Red/blue spectral shifts due to the chemical interactions consists of the disaggregation of dye molecules by NP additives (blue shift) [44] and (dye + NP) charge transfer states (red/blue shift) [45, 46]. Dye molecules are strongly prone to aggregate at higher dye concentrations which in turn alter the corresponding absorption and emission spectra such that the emission shifts to the longer wavelengths [44,47,48]. Based on the empirical results, these spectral shifts are significant for highly dense solutions (C_dye>100 mM for Rd6G) [49]. Conversely, the dimers and polymers decompose to the monomers due to the disaggregation which induces the blue shift particularly at the presence of the quenchers. Moreover, the chemical interaction between the nanoparticle and fluorophore creates (dye + NP) compounds which influence the transition energy between the ground and excited states indicating the spectral shifts [38,40].

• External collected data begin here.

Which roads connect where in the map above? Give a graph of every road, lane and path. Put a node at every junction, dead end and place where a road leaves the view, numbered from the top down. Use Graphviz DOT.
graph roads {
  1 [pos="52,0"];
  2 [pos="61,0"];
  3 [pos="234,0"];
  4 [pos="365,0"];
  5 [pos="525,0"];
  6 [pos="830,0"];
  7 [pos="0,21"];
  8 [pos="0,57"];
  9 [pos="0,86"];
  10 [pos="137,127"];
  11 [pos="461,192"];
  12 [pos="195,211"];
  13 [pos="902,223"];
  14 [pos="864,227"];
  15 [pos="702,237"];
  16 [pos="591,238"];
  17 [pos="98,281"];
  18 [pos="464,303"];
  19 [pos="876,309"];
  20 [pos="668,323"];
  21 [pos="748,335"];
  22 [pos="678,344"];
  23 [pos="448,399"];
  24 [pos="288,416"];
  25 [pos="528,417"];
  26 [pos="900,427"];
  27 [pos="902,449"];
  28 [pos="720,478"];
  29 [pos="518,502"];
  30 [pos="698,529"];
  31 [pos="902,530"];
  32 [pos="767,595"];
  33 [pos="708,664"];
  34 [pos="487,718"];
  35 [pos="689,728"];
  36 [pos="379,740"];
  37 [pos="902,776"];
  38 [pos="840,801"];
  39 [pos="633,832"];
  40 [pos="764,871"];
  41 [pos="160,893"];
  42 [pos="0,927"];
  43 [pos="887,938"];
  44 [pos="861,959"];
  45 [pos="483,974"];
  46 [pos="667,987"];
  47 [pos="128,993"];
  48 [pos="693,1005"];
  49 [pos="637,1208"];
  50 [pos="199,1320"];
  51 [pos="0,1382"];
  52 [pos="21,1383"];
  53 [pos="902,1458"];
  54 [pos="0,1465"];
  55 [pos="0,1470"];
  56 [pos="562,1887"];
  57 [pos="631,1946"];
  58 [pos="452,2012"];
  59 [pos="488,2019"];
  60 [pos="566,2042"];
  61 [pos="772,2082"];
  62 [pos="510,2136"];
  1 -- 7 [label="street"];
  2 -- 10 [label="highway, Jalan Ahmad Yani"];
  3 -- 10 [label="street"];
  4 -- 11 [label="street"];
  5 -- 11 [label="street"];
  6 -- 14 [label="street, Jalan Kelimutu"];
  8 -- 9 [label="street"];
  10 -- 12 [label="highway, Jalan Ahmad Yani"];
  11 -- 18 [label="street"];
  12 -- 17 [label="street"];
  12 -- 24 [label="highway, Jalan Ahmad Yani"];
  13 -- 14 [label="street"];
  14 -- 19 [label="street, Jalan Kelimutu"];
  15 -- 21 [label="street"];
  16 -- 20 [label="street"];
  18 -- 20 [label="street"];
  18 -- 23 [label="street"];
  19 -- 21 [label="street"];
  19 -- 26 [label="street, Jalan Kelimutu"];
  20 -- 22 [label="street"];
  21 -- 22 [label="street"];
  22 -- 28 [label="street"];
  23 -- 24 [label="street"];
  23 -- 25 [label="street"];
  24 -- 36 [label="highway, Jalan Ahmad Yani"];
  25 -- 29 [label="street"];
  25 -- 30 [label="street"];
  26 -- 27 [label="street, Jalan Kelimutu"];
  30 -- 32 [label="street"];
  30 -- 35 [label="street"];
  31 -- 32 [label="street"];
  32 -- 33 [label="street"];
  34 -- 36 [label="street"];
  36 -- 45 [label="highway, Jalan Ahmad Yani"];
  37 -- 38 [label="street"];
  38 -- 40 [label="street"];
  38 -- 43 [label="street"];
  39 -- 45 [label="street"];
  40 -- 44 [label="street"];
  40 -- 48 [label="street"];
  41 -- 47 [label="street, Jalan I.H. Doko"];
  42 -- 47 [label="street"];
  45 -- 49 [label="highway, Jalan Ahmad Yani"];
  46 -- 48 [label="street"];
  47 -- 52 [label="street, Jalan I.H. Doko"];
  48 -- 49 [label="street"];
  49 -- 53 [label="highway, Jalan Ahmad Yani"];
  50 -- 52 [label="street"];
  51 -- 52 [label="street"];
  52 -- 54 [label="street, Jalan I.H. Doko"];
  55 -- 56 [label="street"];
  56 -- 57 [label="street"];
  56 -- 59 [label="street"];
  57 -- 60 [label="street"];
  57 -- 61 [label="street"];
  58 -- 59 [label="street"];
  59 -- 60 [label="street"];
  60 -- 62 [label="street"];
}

2.3 Fluorescence quenching by nanoparticles

Mechanisms evolving the fluorescence quenching include: (i) the formation of weakly emissive ground state complex (static quenching), (ii) the collision of quencher with an excited unbound fluorophore leading to the dissipation of radiation energy (dynamic quenching). Fluorescence quenching follows the well-known Stern-Volmer equation [40],

\frac{F_{0}}{F} = 1 + K [Q] .

where F₀(F), K and [Q] ascertain the fluorescence intensity in the absence (presence) of quencher, quenching constant and the concentration of quencher (that is NP here) respectively. Depending on the quenching mechanism, K denotes to be dynamic (K_D) or static (K_S) quenching constant. Plotting F₀/F as a function of [Q] is expected to yield the linear slope, K. Equation (4) emphasizes that a linear Stern-Volmer plot does not indicate that the collisional quenching of fluorescence events certainly occurs and some additional information is required, for instance lifetime measurements to discern the static and dynamic quenching [40].

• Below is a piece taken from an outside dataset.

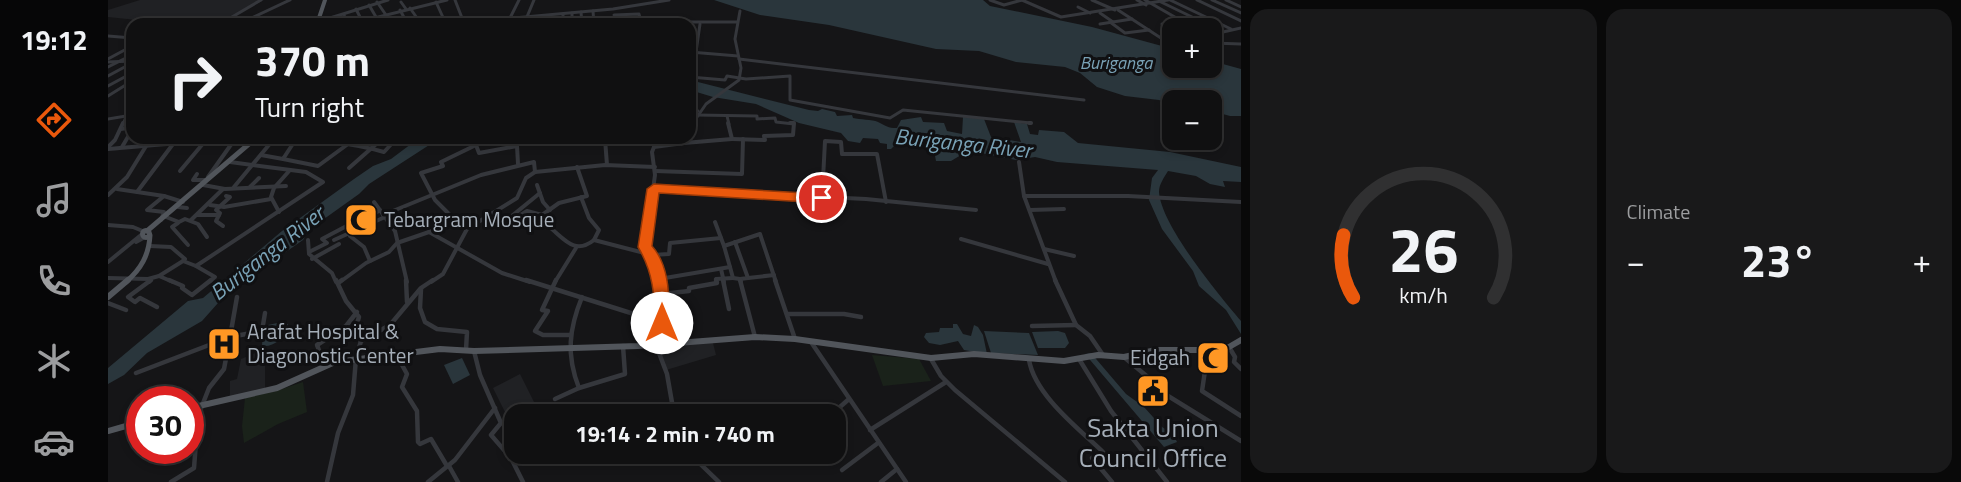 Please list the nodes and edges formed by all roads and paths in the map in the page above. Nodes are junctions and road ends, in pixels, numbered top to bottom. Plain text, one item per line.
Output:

2.3.1 Combination of static and dynamic quenching effects

In many instances, the fluorophore can be quenched both by successive collisions (dynamic quenching) and according to the complex formation (static quenching) with the same quencher. The characteristic feature of the Stern-Volmer plots in such circumstances is a nonlinear curve, which is given by the modified form of the Stern-Volmer equation [40]:

\frac{F_{0}}{F} = (1 + K_{D} [Q]) . (1 + K_{S} [Q]) .

When the multiple static quenching processes take place, the modified Stern-Volmer plot obeys the following equation

\frac{F_{0}}{F} = ((1 + K_{D} [Q]) \times (1 + K_{S, 1} [Q]) \times \dots \times (1 + K_{S, i} [Q])) .

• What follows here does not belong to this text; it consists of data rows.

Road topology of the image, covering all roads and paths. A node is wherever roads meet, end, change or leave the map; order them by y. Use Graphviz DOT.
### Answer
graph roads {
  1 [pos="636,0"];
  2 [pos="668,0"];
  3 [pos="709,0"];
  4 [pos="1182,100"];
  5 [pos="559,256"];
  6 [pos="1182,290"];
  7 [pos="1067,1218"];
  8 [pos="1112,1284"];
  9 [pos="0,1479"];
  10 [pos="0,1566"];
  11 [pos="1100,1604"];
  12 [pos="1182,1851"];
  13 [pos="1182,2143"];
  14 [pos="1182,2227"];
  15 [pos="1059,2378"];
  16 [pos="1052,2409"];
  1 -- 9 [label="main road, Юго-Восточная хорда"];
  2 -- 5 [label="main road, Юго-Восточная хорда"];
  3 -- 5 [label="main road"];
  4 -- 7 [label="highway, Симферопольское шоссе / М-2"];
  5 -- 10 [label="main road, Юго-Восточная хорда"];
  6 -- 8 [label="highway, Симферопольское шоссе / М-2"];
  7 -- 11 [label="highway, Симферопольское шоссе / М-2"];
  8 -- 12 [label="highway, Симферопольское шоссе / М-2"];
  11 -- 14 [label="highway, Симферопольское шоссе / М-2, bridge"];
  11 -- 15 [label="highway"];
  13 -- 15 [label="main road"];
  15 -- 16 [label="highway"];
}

where i denotes the number of static quenching processes [46]. The flowchart regarding the efficient LIF quenching due to addition of nanostructures in hybrid media and subsequent spectral shifts is depicted in Fig. 3.

Fig. 3 Flowchart of the optical process for efficient LIF quenching in hybrid media (NP + dye) and subsequent blue and red spectral shifts.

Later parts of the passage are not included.